Ces questions étaient au coeur des doléances déposées par les syndicats auprès des autorités. Le ministre des Transports centrafricain Herbert Gontran Djono-Ahaba s'est rendu d'abord à Yaoundé rencontrer son homologue, puis s'est déplacé à la frontière mardi pour discuter avec les routiers.
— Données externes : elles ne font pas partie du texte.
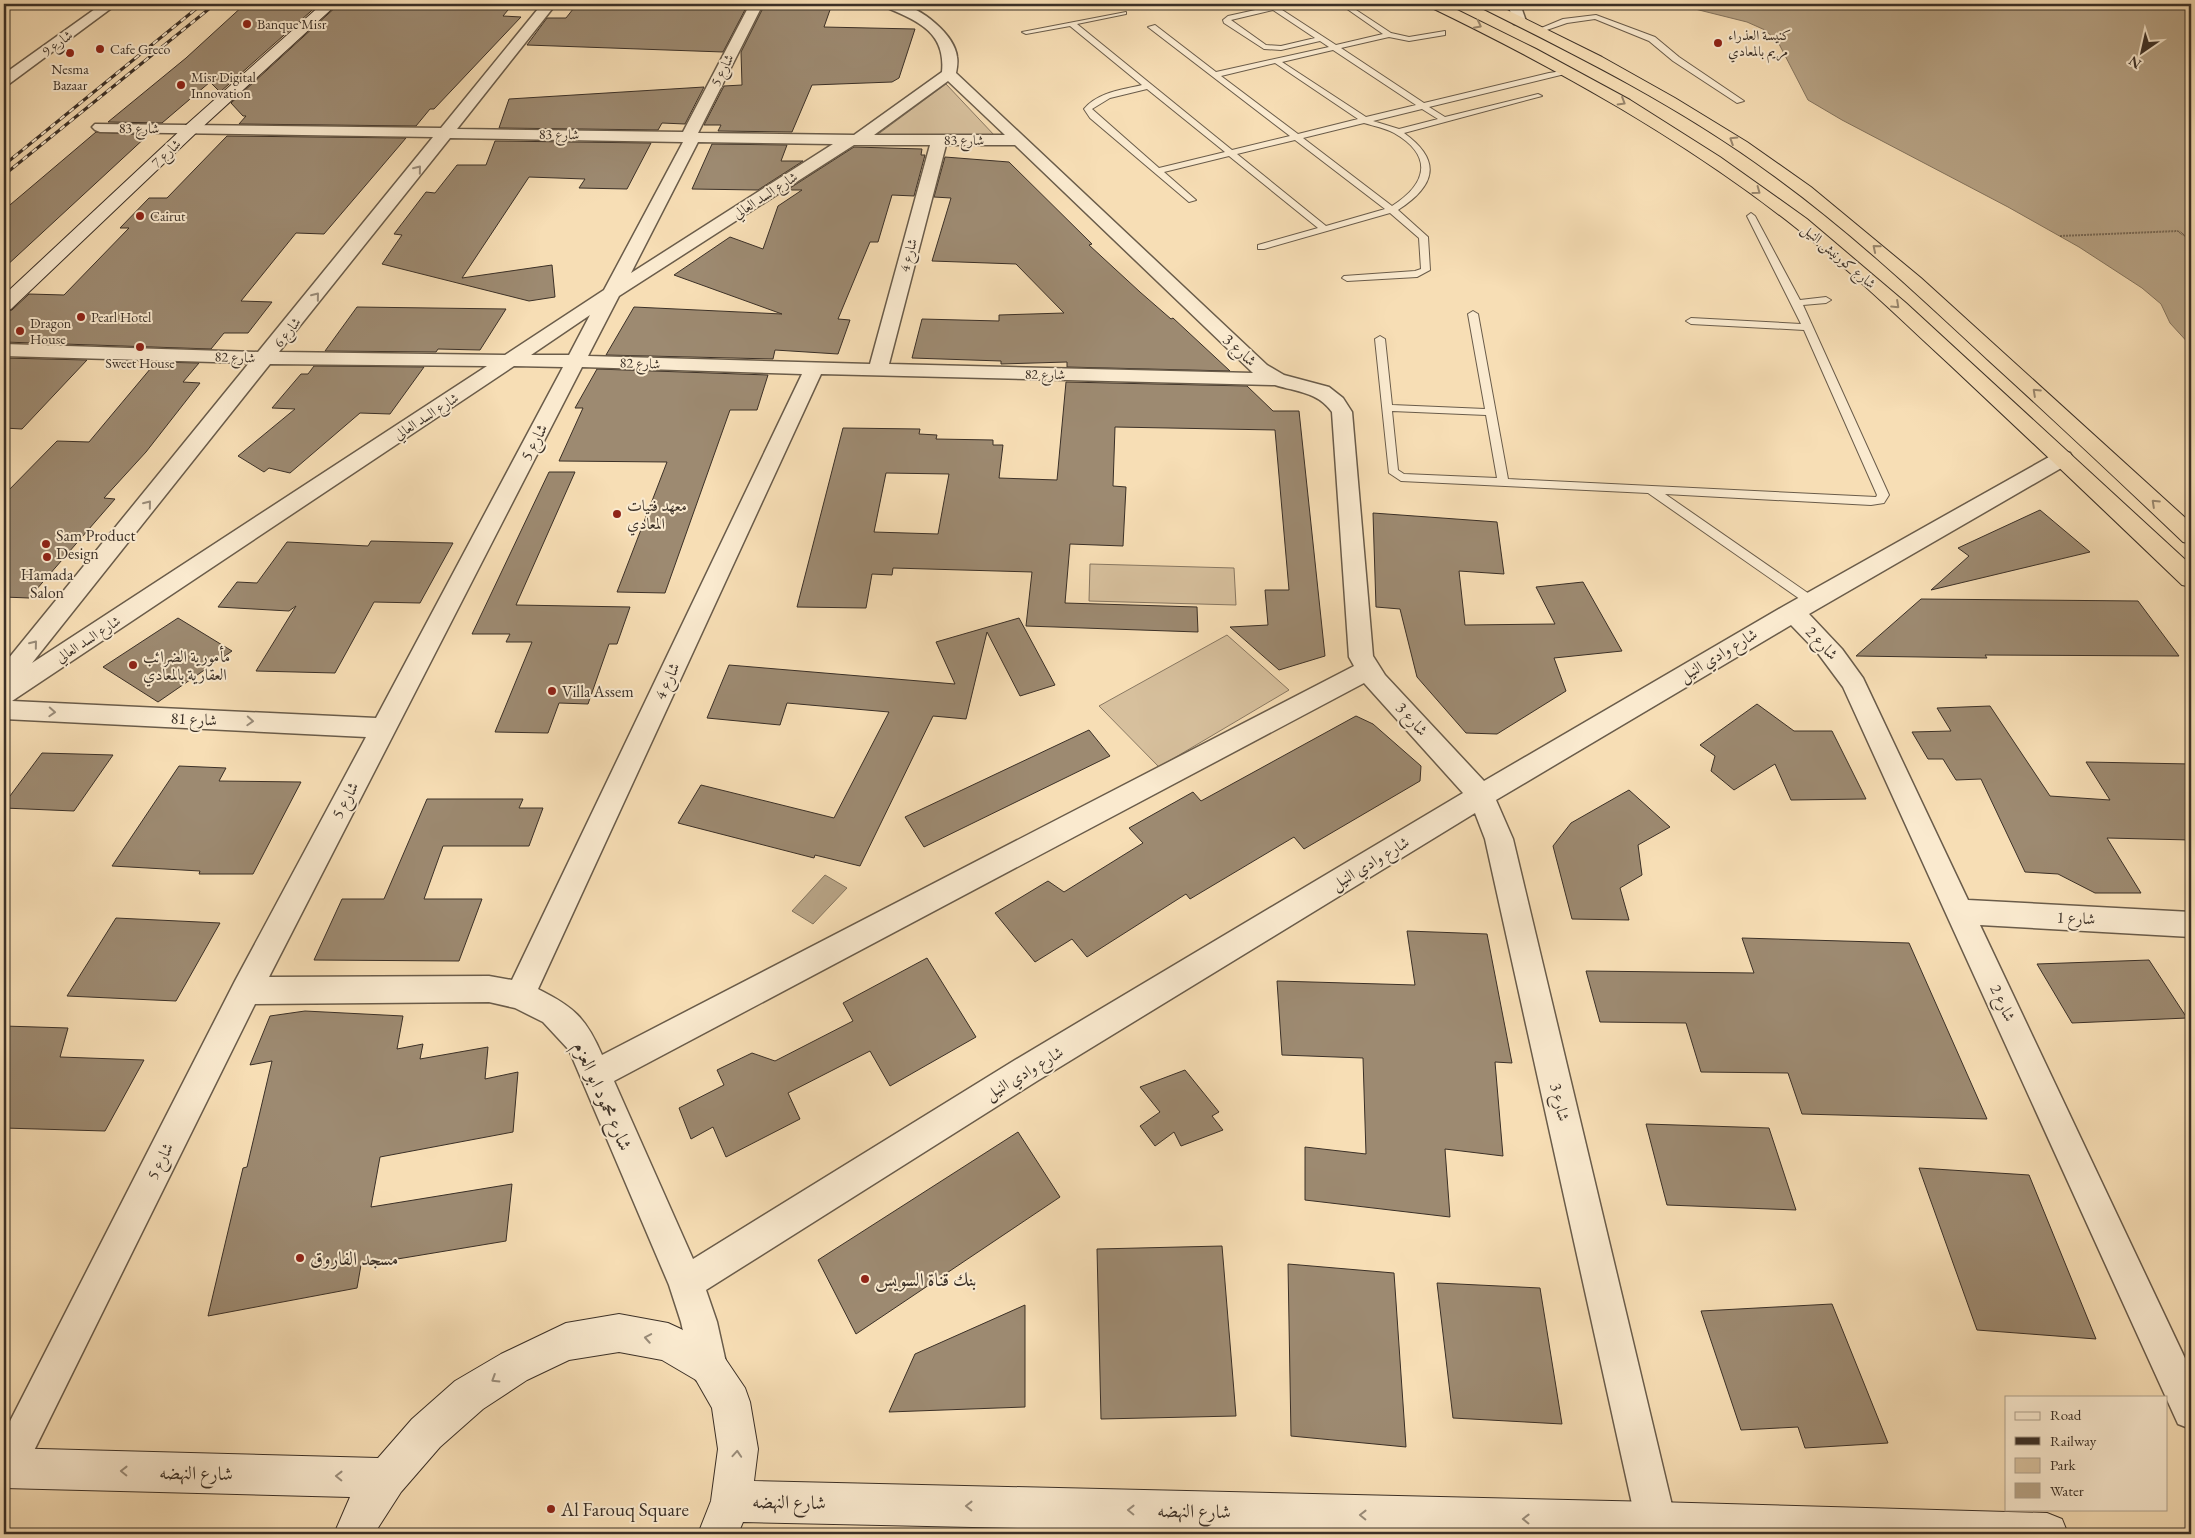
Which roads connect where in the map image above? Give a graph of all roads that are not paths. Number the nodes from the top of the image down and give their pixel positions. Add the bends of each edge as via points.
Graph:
1 (110, 4) edge
2 (330, 4) edge
3 (549, 4) edge
4 (756, 4) edge
5 (890, 4) edge
6 (1343, 4) edge
7 (1435, 4) edge
8 (1484, 4) edge
9 (1271, 6) edge
10 (1124, 12) dead end
11 (1516, 12) edge
12 (1071, 23) junction
13 (1152, 27) dead end
14 (1538, 31) junction
15 (1026, 32) dead end
16 (1442, 33) dead end
17 (1389, 35) junction
18 (1320, 39) junction
19 (1334, 48) junction
20 (1276, 61) junction
21 (1569, 72) junction
22 (949, 74) junction
23 (1215, 75) junction
24 (4, 81) edge
25 (1148, 86) junction
26 (1538, 96) dead end
27 (1740, 101) dead end
28 (1422, 106) junction
29 (1365, 120) junction
30 (1444, 120) junction
31 (100, 128) dead end
32 (192, 129) junction
33 (448, 132) junction
34 (1398, 132) junction
35 (690, 137) junction
36 (1297, 137) junction
37 (854, 140) junction
38 (939, 140) junction
39 (1018, 140) junction
40 (1231, 153) junction
41 (1158, 171) junction
42 (1192, 200) dead end
43 (1392, 210) junction
44 (1751, 216) dead end
45 (1324, 229) junction
46 (1261, 247) dead end
47 (1347, 278) dead end
48 (613, 292) junction
49 (1826, 300) dead end
50 (1797, 303) junction
51 (4, 305) edge
52 (1473, 314) dead end
53 (1691, 321) dead end
54 (1808, 326) junction
55 (1380, 339) dead end
56 (4, 350) edge
57 (265, 358) junction
58 (509, 361) junction
59 (577, 361) junction
60 (814, 368) junction
61 (878, 370) junction
62 (1276, 379) junction
63 (1387, 408) junction
64 (1490, 412) junction
65 (2063, 458) junction
66 (1503, 483) junction
67 (1651, 490) junction
68 (2191, 536) edge
69 (2191, 579) edge
70 (1801, 606) junction
71 (1368, 670) junction
72 (4, 682) edge
73 (4, 694) edge
74 (4, 710) edge
75 (384, 728) junction
76 (1481, 795) junction
77 (1961, 912) junction
78 (2191, 924) edge
79 (246, 992) junction
80 (520, 995) junction
81 (595, 1075) junction
82 (686, 1283) junction
83 (709, 1367) junction
84 (2191, 1411) edge
85 (5, 1468) edge
86 (387, 1478) junction
87 (724, 1518) edge
88 (1656, 1522) junction
89 (354, 1534) edge
90 (2047, 1534) edge

1 - 24 street, شارع 9
2 - 32 main road, شارع 7
3 - 33 street, شارع 6
4 - 35 street, شارع 5
5 - 22 street via 918,17 943,38 950,56
6 - 17 lane
7 -> 21 highway, شارع كورنيش النيل
8 - 11 highway, شارع كورنيش النيل
9 - 18 lane
9 - 18 lane via 1230,16 1228,23 1264,47 1281,48
10 - 12 lane
11 - 14 highway, شارع كورنيش النيل
12 - 15 lane
12 - 25 lane
13 - 23 lane
14 - 27 lane via 1583,17 1601,19 1652,40 1676,60
68 -> 14 highway, شارع كورنيش النيل via 1921,286 1823,205 1740,145 1674,103
16 - 17 lane via 1409,39
17 - 19 lane
18 - 19 lane
19 - 20 lane
19 - 28 lane
20 - 23 lane
20 - 29 lane
21 - 28 lane
21 -> 65 highway, شارع كورنيش النيل via 1667,129 1800,222 1846,259
22 - 37 street, شارع السد العالي
22 - 39 street, شارع 3
23 - 36 lane
25 - 40 lane
25 - 41 lane via 1099,99 1088,109
26 - 30 lane
28 - 29 lane
28 - 30 lane
29 - 34 lane
29 - 36 lane
30 - 34 lane
31 - 32 street, شارع 83
32 - 33 street, شارع 83
32 - 51 main road, شارع 7
33 - 35 street, شارع 83
57 -> 33 street, شارع 6
34 - 43 lane via 1416,144 1426,158 1427,173 1421,187 1409,200
35 - 37 street, شارع 83
35 - 48 street, شارع 5
36 - 40 lane
36 - 43 lane
37 - 38 street, شارع 83
37 - 48 street, شارع السد العالي
38 - 39 street, شارع 83
38 - 61 street, شارع 4
39 - 62 street, شارع 3 via 1260,369
40 - 41 lane
40 - 45 lane
41 - 42 lane
43 - 45 lane
43 - 47 lane via 1423,237 1425,270 1404,276
44 - 50 lane
45 - 46 lane
48 - 58 street, شارع السد العالي
48 - 59 street, شارع 5
49 - 50 lane
50 - 54 lane
52 - 64 lane
53 - 54 lane
54 - 67 lane via 1883,494 1880,500
55 - 63 lane
56 - 57 street, شارع 82
57 - 58 street, شارع 82
72 -> 57 street, شارع 6
58 - 59 street, شارع 82
58 - 73 street, شارع السد العالي
59 - 60 street, شارع 82
59 - 75 street, شارع 5
60 - 61 street, شارع 82
60 - 80 street, شارع 4
61 - 62 street, شارع 82
62 - 71 street, شارع 3 via 1326,393 1342,412 1361,656
63 - 64 lane
63 - 66 lane via 1396,475
64 - 66 lane
65 - 69 highway, شارع كورنيش النيل
65 - 70 street, شارع وادي النيل
66 - 67 lane
67 - 70 lane
70 - 76 street, شارع وادي النيل
70 - 77 street, شارع 2 via 1854,685
71 - 76 street, شارع 3
71 - 81 street
74 -> 75 street, شارع 81
75 - 79 street, شارع 5
76 - 82 street, شارع وادي النيل
76 - 88 street, شارع 3 via 1506,862
77 - 78 street, شارع 1
77 - 84 street, شارع 2
79 - 80 street, شارع محمود ابو العزم via 489,989
79 - 85 street, شارع 5
80 - 81 street, شارع محمود ابو العزم via 554,1012 580,1040
81 - 82 street, شارع محمود ابو العزم
82 - 83 street, شارع محمود ابو العزم
83 -> 86 main road via 668,1342 619,1333 566,1342 514,1367 468,1395 426,1433
87 -> 83 main road via 738,1449 731,1402
86 -> 85 main road, شارع النهضه
86 - 89 main road via 361,1517
88 -> 87 main road, شارع النهضه
88 - 90 main road, شارع النهضه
Des mesures ont été actées, telles que la suppression des frais de visa aux frontières, ou encore, le passage en revue des barrières sur le tronçon Cantonnier-Beloko.

Sur la question des frais d'escorte, il a été convenu le maintien des 25 000 FCFA pour l'aller, mais revues à 15 000 FCFA pour le retour, étant donné que les camions repartent à vide et donc sans marchandise à sécuriser.

Concernant les difficultés avec les escortes russes, le ministre Djono-Ahaba souligne qu'il s'agit essentiellement d'un problème de communication. « Il est question au niveau de chaque dispositif de nos alliés qu'il y ait vraiment un ou deux interprètes pour faciliter la communication », nous assure-t-il. « Le gouvernement prend ses responsabilités pour renforcer vraiment le dispositif sécuritaire au niveau du corridor pour que les camionneurs circulent en toute sécurité. Les policiers et les gendarmes existent sur les barrières légales, et ils sont là à tout moment », poursuit-il. Certains espéraient la reprise des escortes par les forces de l'ordre centrafricaines, d'autres par les forces camerounaises elles-mêmes. Des assurances qui ont donc néanmoins convaincu les camionneurs à reprendre la route. Cependant, Magloire Tchoumi tempère. Il ne souhaite pas signifier sa satisfaction avant d'avoir pu constater la mise en place concrète des promesses faites.